** Provided data follows **
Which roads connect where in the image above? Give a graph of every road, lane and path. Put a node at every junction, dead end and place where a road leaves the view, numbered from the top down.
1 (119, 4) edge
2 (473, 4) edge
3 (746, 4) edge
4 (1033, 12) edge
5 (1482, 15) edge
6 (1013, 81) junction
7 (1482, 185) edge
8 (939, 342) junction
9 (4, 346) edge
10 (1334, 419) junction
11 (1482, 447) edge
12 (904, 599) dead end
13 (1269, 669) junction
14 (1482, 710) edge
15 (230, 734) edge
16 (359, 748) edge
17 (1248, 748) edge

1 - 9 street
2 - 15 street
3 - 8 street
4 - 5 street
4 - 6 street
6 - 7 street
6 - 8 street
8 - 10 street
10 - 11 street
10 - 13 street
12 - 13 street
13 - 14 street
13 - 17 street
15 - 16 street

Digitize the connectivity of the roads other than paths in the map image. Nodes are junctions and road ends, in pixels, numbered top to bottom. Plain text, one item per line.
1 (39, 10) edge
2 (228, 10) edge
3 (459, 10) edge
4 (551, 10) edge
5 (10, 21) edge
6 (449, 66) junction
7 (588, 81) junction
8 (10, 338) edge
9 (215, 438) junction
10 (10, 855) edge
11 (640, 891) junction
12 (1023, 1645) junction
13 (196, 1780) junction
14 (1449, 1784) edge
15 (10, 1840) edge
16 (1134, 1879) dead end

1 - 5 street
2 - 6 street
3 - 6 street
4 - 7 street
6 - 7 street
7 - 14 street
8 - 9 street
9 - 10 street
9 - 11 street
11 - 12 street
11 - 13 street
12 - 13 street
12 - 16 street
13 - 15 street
** End of Provided data **
> What the task requires
Transcribe, exactly and completely, all of the entries.

> Reply
Which roads connect where in the image above? Give a graph of every road, lane and path. Put a node at every junction, dead end and place where a road leaves the view, numbered from the top down.
1 (119, 4) edge
2 (473, 4) edge
3 (746, 4) edge
4 (1033, 12) edge
5 (1482, 15) edge
6 (1013, 81) junction
7 (1482, 185) edge
8 (939, 342) junction
9 (4, 346) edge
10 (1334, 419) junction
11 (1482, 447) edge
12 (904, 599) dead end
13 (1269, 669) junction
14 (1482, 710) edge
15 (230, 734) edge
16 (359, 748) edge
17 (1248, 748) edge

1 - 9 street
2 - 15 street
3 - 8 street
4 - 5 street
4 - 6 street
6 - 7 street
6 - 8 street
8 - 10 street
10 - 11 street
10 - 13 street
12 - 13 street
13 - 14 street
13 - 17 street
15 - 16 street

Digitize the connectivity of the roads other than paths in the map image. Nodes are junctions and road ends, in pixels, numbered top to bottom. Plain text, one item per line.
1 (39, 10) edge
2 (228, 10) edge
3 (459, 10) edge
4 (551, 10) edge
5 (10, 21) edge
6 (449, 66) junction
7 (588, 81) junction
8 (10, 338) edge
9 (215, 438) junction
10 (10, 855) edge
11 (640, 891) junction
12 (1023, 1645) junction
13 (196, 1780) junction
14 (1449, 1784) edge
15 (10, 1840) edge
16 (1134, 1879) dead end

1 - 5 street
2 - 6 street
3 - 6 street
4 - 7 street
6 - 7 street
7 - 14 street
8 - 9 street
9 - 10 street
9 - 11 street
11 - 12 street
11 - 13 street
12 - 13 street
12 - 16 street
13 - 15 street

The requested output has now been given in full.